The similarities to Andrew Junior Chandler’s case are obvious, although the “Sodom and Saluda” allegations in the Parker case were rooted in domestic turmoil rather than in the way-too-familiar day-care fantasy. Most notable is Judge Pope’s recognition that the type of medical validation of abuse presented at trial has been persuasively discredited – see also, the physician’s recantation that set Fran and Dan Keller free.
Will Pope’s decision prove to be an aberration? Or does it presage the breakthrough Junior Chandler has for so long been denied?
Children ‘defend veracity of implanted memories’
Sept. 27, 2013
“The children are the big victims (in unfounded sex abuse cases) and are sacrificed…. Can you imagine being a child and being interrogated, being sent to the gynecologist, seeing your mother cry, seeing your father getting into fights, or a person you really like being sent to prison? You actually end up believing that this happened to you, that’s what we called ‘added memory.’
“Those children grow up with the same memories as those who actually experienced child abuse. I found it disturbing and I felt that it had to be told.”

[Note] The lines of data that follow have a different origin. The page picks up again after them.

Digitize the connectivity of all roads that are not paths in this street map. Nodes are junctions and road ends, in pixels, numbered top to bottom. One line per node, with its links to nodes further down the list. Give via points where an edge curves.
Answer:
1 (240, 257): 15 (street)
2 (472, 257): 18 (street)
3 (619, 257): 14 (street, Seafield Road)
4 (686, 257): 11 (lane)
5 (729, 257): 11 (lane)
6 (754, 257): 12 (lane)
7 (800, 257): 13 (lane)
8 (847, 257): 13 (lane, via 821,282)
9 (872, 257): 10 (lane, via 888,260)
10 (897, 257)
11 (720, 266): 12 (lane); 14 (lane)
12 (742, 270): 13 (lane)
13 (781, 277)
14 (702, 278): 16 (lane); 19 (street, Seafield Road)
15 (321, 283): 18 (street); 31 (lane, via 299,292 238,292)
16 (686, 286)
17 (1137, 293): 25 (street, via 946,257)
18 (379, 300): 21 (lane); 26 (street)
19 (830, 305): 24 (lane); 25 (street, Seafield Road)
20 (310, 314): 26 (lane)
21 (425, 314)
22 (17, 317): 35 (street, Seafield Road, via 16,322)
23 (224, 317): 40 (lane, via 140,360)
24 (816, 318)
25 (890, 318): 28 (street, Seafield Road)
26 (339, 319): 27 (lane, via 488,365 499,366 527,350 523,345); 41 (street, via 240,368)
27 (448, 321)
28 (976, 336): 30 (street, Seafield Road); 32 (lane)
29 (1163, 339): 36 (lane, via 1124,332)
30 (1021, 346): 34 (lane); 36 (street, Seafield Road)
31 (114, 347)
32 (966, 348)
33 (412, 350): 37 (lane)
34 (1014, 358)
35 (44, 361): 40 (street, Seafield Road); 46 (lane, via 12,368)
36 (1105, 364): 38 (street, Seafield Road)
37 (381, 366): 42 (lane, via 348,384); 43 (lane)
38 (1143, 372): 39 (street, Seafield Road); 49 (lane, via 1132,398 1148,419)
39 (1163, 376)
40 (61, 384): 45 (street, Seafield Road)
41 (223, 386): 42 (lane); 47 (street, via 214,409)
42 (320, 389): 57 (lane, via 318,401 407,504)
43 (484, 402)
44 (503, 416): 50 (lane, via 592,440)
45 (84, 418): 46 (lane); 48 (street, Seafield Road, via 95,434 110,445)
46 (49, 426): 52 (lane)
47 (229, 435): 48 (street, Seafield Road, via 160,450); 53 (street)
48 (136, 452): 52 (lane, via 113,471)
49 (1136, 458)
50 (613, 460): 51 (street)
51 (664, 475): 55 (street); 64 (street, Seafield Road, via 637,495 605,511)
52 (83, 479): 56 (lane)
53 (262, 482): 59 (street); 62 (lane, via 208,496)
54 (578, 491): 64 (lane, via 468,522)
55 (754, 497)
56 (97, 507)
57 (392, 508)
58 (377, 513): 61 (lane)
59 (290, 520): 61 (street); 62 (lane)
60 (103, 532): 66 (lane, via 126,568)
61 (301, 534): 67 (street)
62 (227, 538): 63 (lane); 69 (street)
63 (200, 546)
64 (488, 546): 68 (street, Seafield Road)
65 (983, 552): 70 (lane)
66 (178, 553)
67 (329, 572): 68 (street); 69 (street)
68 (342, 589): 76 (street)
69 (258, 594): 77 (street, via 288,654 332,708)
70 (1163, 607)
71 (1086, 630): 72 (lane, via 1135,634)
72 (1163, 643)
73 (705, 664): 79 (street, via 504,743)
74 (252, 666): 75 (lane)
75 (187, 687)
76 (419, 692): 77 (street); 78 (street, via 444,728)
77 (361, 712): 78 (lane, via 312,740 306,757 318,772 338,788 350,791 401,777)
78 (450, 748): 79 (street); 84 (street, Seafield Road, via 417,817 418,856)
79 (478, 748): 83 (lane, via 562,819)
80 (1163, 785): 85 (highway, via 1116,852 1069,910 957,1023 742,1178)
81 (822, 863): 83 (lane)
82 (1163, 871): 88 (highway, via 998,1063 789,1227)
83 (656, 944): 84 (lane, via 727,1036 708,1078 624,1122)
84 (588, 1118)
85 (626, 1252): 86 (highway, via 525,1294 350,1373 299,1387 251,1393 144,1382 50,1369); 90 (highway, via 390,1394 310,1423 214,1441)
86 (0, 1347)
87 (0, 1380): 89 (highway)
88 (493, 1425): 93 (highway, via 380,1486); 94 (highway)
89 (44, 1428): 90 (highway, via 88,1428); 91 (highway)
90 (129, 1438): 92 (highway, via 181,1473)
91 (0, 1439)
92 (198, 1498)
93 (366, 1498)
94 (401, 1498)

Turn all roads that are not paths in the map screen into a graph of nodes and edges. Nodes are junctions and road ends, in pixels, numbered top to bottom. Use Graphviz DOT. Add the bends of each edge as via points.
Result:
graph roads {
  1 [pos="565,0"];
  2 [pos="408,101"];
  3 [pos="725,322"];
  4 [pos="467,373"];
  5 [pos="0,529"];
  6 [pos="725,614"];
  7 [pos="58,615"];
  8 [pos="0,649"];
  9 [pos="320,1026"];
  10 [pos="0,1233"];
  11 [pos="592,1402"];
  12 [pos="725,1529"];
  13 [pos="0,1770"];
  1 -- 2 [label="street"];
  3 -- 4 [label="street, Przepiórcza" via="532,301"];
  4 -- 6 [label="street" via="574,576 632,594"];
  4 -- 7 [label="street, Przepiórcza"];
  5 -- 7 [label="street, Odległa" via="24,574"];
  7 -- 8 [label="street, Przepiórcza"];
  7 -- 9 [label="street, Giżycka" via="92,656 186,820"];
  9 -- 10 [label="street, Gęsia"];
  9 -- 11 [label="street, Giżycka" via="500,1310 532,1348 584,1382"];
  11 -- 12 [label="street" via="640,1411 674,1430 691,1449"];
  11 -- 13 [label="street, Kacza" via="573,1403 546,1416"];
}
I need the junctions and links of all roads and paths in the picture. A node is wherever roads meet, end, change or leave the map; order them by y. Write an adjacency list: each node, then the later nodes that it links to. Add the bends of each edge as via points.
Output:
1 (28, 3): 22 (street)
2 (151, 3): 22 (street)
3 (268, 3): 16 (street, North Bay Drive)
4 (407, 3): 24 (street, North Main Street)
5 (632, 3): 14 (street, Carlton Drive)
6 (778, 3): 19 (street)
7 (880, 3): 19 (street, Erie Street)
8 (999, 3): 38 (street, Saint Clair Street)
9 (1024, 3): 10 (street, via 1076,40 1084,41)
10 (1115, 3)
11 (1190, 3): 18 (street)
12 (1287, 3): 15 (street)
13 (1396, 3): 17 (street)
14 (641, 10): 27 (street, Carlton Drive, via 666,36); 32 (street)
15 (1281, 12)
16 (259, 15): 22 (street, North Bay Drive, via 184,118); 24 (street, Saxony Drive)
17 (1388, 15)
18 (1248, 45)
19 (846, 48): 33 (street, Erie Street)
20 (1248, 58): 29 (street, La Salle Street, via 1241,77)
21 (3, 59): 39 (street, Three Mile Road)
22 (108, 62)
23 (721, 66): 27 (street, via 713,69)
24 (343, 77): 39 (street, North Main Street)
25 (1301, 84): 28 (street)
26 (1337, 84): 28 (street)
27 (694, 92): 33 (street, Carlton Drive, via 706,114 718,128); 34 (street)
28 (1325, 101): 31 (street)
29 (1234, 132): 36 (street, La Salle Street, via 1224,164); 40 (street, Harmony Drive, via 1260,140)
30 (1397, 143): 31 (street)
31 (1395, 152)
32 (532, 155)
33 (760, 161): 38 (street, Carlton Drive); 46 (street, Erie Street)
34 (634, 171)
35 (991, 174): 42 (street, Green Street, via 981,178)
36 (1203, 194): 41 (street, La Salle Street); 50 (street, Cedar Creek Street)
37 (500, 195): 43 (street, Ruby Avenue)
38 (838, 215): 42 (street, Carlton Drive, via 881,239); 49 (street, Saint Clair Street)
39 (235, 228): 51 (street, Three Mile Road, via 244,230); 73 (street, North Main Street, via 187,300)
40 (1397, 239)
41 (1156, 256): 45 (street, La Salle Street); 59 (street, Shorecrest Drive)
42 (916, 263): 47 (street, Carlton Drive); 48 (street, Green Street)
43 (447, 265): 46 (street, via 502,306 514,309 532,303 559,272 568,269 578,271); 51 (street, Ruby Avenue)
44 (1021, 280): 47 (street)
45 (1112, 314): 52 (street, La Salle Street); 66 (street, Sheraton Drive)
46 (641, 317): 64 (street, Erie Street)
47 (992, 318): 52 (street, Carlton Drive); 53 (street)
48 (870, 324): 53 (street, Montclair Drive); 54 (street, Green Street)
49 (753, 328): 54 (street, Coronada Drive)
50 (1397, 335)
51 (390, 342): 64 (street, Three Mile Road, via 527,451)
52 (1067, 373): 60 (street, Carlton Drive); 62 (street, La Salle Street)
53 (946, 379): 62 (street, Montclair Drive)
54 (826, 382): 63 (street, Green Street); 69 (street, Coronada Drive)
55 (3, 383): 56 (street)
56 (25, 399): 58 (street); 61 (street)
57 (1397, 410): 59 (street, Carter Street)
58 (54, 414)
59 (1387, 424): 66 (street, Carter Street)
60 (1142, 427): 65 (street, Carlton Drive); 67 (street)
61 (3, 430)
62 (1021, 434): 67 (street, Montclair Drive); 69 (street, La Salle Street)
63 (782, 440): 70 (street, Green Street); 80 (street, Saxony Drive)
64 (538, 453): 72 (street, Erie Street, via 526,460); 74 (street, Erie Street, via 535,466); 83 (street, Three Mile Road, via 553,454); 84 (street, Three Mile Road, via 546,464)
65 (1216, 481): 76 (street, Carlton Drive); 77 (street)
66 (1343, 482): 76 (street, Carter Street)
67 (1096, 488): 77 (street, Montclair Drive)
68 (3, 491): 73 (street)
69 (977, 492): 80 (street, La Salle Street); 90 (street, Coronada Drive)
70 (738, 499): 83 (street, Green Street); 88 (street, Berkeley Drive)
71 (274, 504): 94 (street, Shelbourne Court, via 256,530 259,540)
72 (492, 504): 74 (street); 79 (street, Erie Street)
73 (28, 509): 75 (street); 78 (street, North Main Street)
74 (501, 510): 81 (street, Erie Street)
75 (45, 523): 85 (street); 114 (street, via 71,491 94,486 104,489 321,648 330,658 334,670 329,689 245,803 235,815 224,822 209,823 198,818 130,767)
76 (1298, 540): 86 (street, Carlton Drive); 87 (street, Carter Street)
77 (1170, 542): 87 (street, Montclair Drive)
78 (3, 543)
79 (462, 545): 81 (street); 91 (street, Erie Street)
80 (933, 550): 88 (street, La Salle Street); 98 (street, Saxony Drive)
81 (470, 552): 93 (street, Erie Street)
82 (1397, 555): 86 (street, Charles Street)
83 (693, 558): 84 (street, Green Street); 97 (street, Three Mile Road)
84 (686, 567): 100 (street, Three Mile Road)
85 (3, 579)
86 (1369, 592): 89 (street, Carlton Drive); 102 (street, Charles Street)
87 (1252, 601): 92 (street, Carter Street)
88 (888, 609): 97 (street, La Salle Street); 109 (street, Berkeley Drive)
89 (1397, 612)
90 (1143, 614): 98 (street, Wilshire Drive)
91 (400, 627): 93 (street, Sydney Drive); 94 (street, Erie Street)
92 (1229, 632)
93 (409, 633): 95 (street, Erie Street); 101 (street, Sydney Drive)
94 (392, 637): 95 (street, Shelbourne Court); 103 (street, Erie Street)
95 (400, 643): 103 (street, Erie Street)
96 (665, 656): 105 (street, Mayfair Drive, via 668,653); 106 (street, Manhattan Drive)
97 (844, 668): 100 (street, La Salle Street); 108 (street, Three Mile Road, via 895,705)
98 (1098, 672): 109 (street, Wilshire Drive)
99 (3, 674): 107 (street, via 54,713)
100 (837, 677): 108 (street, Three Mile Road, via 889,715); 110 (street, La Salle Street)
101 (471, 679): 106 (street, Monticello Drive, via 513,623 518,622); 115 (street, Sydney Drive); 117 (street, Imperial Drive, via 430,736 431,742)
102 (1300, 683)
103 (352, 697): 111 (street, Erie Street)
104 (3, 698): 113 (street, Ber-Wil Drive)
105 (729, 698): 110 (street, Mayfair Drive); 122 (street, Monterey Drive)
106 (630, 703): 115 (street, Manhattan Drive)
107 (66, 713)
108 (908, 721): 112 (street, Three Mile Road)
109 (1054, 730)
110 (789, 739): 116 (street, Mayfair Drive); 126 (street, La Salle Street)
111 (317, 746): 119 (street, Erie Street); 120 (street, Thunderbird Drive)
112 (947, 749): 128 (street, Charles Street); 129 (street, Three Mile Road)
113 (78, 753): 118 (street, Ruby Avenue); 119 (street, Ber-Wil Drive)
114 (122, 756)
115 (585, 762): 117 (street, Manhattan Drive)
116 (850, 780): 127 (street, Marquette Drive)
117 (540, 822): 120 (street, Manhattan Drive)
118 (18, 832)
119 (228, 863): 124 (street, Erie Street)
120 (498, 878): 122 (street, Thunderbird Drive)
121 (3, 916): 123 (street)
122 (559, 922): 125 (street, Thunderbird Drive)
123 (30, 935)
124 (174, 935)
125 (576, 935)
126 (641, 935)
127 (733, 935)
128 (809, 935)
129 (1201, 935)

– From an interview with Thomas Vinterberg, director of “The Hunt,” at filmophelia.com (July 11, 2013)
Vinterberg’s sympathy for the children in such cases is well placed – but do they in fact “grow up with the same memories as those who actually experienced child abuse”?
Although reliable follow-up is scarce, Debra Poole, professor of psychology at Central Michigan University, had this to say about the unfounded claims of child witnesses in the Fells Acres (Amirault) case:
“It has nothing to do with lying and everything to do with the implanting of false memories…. Studies have shown that children will vehemently defend the veracity of implanted memories. They recall reporting them, and those reports produce mental images of the events that these individuals cannot distinguish from their real experiences. But the kids are not responsible for that. The interviews are.”
The Little Rascals child witness I talked with insists she continues to “remember vividly what happened.”